One of the ways I entertain myself in retirement is watching television. Mostly I watch sports or History. I never watch network television unless they are broadcasting a sports event. I do, however, watch reality cop shows with my favorite being “The First 48.” This column deals with some of the questions I have come up with from watching these shows.
The first big question is this. On almost every cop show, officers refer to a “known drug house.” Here is my question. If it is known to be a drug house, why does it exist? If the police know drugs are being illegally sold at this house, why are they allowed to continue? If in fact we were interested in stopping illegal drug activity, wouldn’t it be a good idea to close down “known drug houses?” Wouldn’t it be a good idea to arrest and prosecute persons in those houses who are dealing drugs? Seems like a reasonable idea to me.
The second thing that I have learned is that so many people who are stopped for minor traffic offenses have open and active warrants for their arrest. I wonder how many people are wandering around with open and active warrants and why are they not being pursued and arrested by the police officers we have on the job for that purpose? Now I recognize that not all traffic stops make the final cut in a television show, but even at that, isn’t it strange that so many people are running around with warrants? Could it be that the police have decided rather than chase after open warrants, they just lie in wait for a traffic stop or some other police interaction to check offenders for warrants? That’s probably a lot easier, huh?
This then brings me to my next question watching these shows has caused. It seems that in almost every case of a crime, the perpetrator has a record of arrest and conviction as long as your leg. I am talking about youthful offenders. I’m talking about twenty somethings or younger. Many have been arrested and convicted for all sorts of crimes. They have been prosecuted and incarcerated and yet are out of jail, running around on the streets. Mostly these crimes are drug related and many are associated with weapons. Many include violence and assault. Still many others include armed robbery and general mayhem. How does this happen? What does one have to do in order to be put away for a long time? How could an eighteen year old convicted armed robber, drug dealer, having been convicted and jailed, be out on the street at age twenty? What was his sentence? Thirty days or thirty minutes? Whatever happened to twenty years to life?

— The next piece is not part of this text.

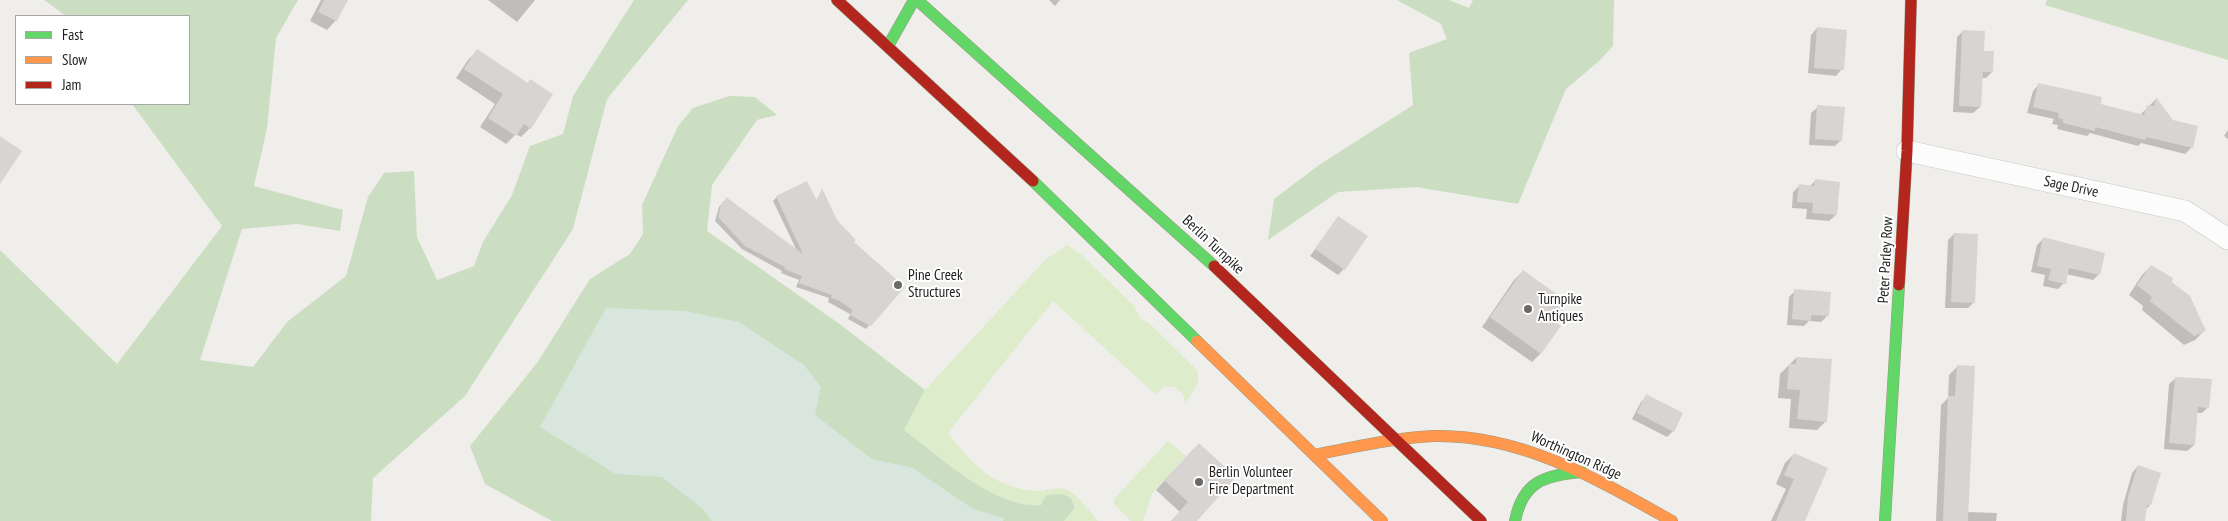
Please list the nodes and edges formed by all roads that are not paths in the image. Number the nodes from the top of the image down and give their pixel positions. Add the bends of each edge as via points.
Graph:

Well the skeptic in me has developed this theory.
It seems that the judicial system in this country has become something of a cottage industry. Young thugs commit crimes, are chased down and arrested by police officers, tried in court, judged by Judges and sent to prison only to be released early for any of a number of reasons. Many cases are pleaded down to make the prosecutor’s job easier. Most of these thugs get an early release only to go back to the streets and recommit crimes and the cycle starts all over again. To me it looks strangely like job security for members of the judicial industry. Are they telling me that there would not be enough business if they keep these punks in prison where they belong? I find that hard to believe. By the way, have you ever wondered how much the criminal justice system cost us?
I am not likely to get answers for these questions, but still I can ask, huh?